Background: CC-chemokine receptor 7 (CCR7), which plays an important role in cell directional movement, is highly expressed in various cancers and positively related to lymph node metastasis. The inflammatory cytokine tumour necrosis factor (TNF)-alpha promotes tumour progression and lymph node metastasis in gallbladder cancer (GBC). However, the expression of CCR7 in GBC is unclear, and its role in the TNF-alpha-induced lymphatic metastasis of GBC requires further research.

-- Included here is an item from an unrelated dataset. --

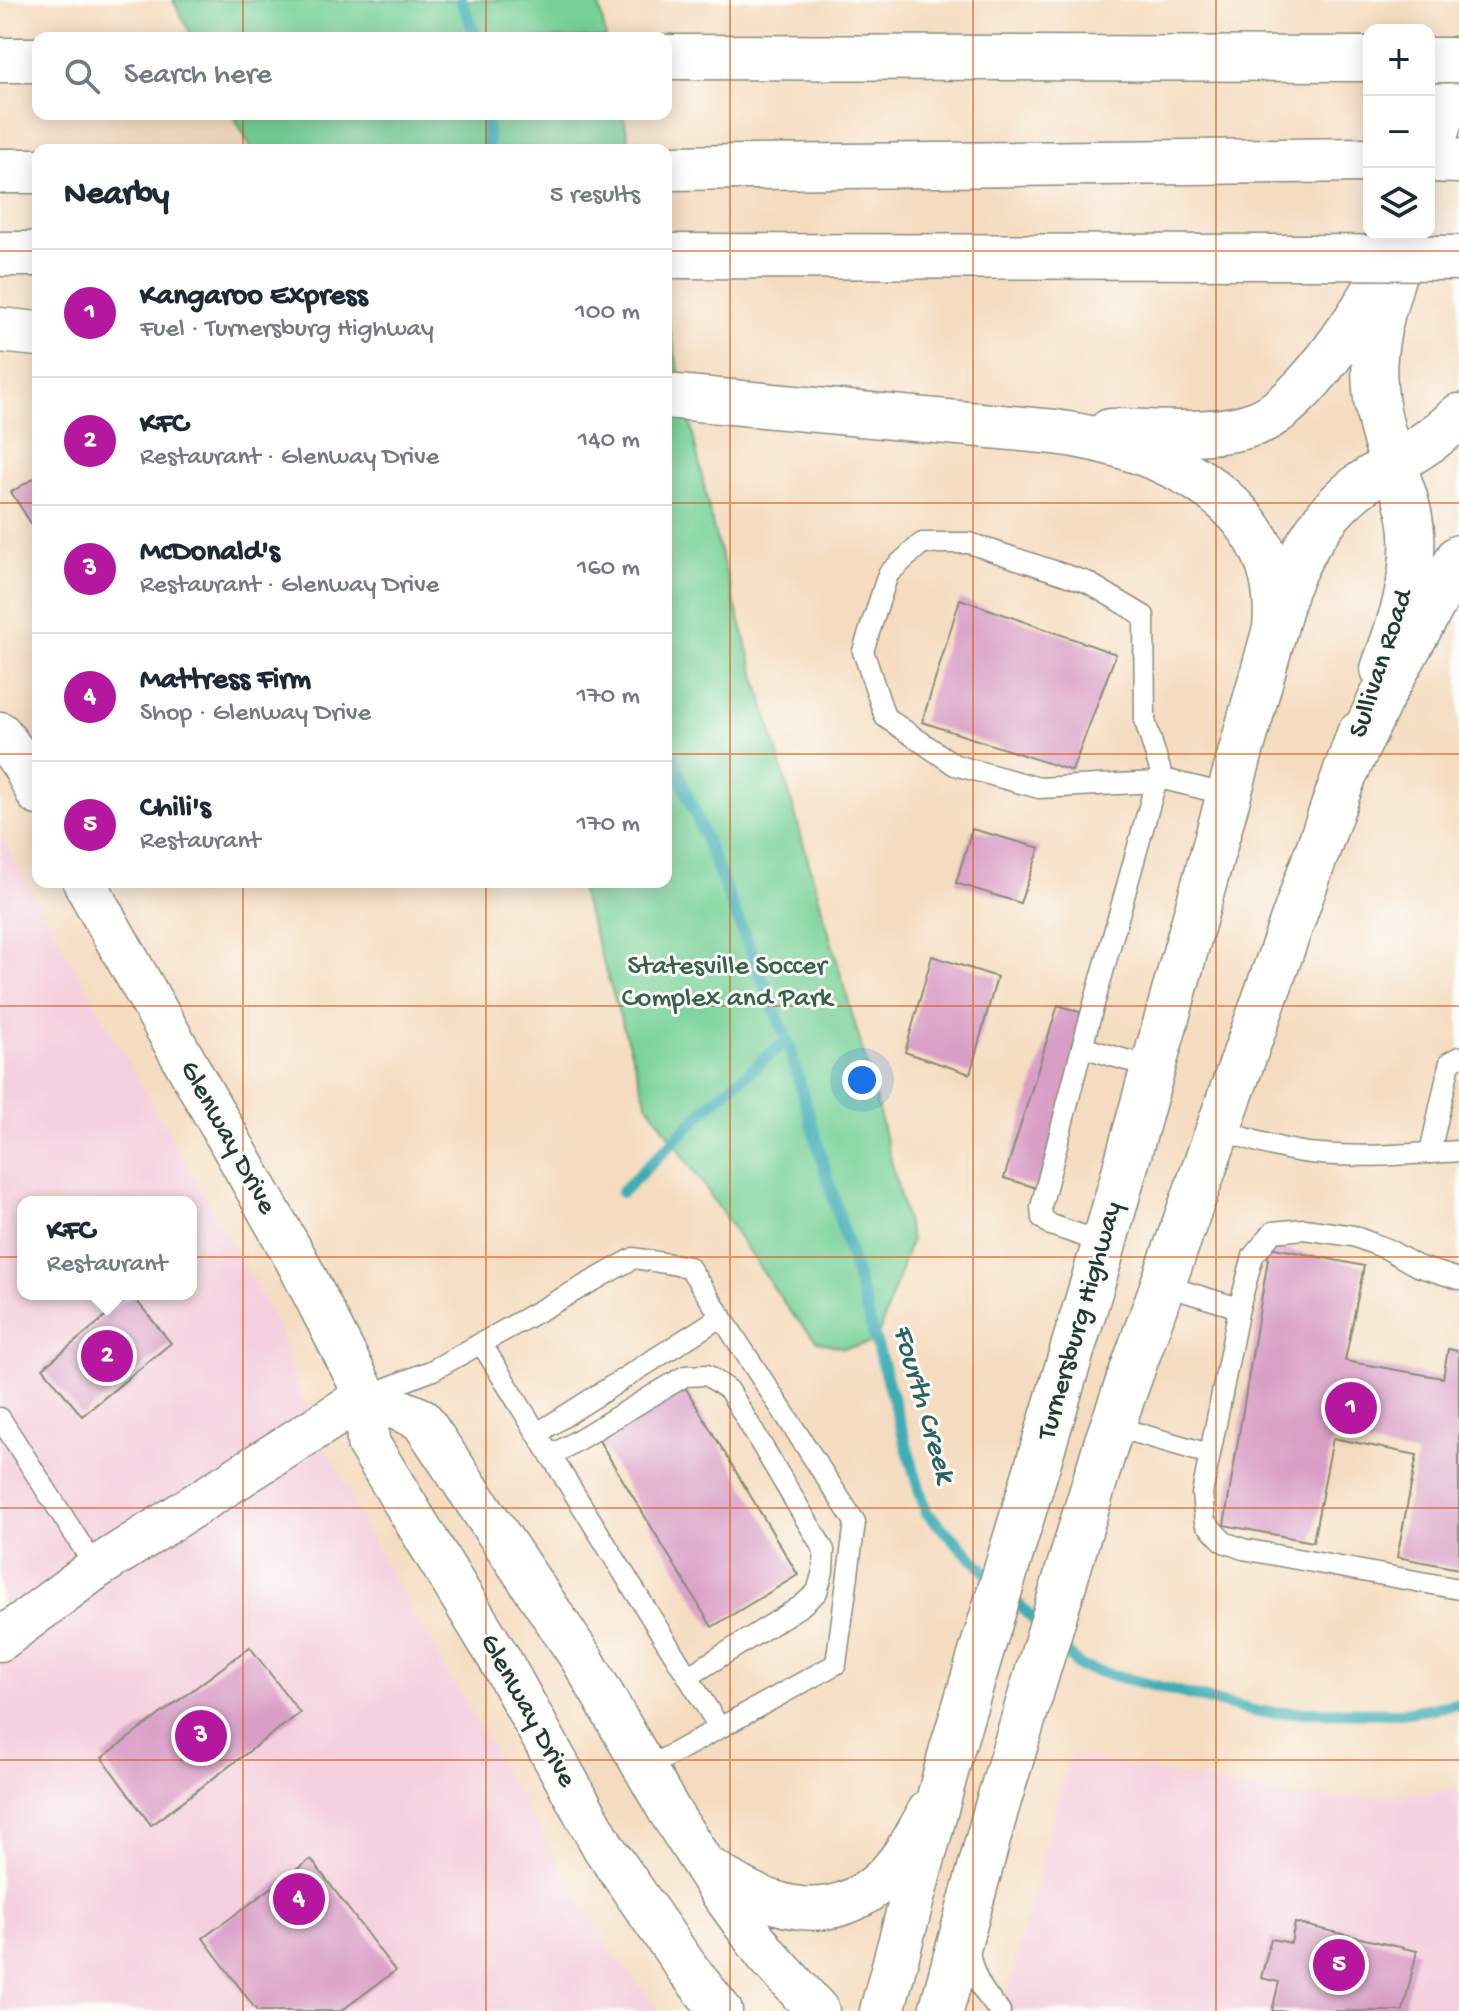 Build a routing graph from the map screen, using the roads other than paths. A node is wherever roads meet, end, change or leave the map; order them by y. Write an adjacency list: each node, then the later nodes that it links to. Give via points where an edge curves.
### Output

Methods: The expression of CCR7 in clinical samples was detected by immunohistochemistry, and the relationship between CCR7 and clinicopathological factors or the TNF-alpha level of the bile was analyzed. After treatment with various concentrations of TNF-alpha, CCR7 expression in GBC cell lines was measured by Western blotting. The relative luciferase reporter assay, site-directed mutagenesis and chromatin immunoprecipitation were used to analyze the promoter activity and transcriptional regulation of CCR7. MAPKs inhibitors were used to explore the upstream signalling molecules of AP-1. We established a NOZ cell line stably expressing lentiviral CCR7 shRNA that effectively silenced the expression of CCR7, and to determine the role of TNF alpha CCR7 axis in the migration of GBC cells to the lymphatic system by transwell assays and animal experiments. Results: CCR7 was highly expressed in GBC samples. Higher expression of CCR7 was associated with American Joint Committee on Cancer (AJCC) staging and lymph node metastasis. Moreover, we found that CCR7 expression in GBC tissue was positively correlated with the levels of TNF-alpha in the bile, and that TNF-alpha enhanced the promoter activity and protein expression of CCR7 through the "ERK1/2-AP-1" and "JNK-AP-1" pathways. Finally, we revealed that TNF-alpha could promote GBC cell migration to lymphatic endothelial cells or lymph nodes through upregulation of CCR7 in vitro and in vivo. Conclusions: Our study suggests that CCR7 is highly expressed in GBC, and mediates the TNF-a-induced lymphatic metastasis of GBC through the "TNF-alpha - ERK1/2 - AP-1 - CCR7" and " TNF-alpha - JNK - AP-1 - CCR7" pathways.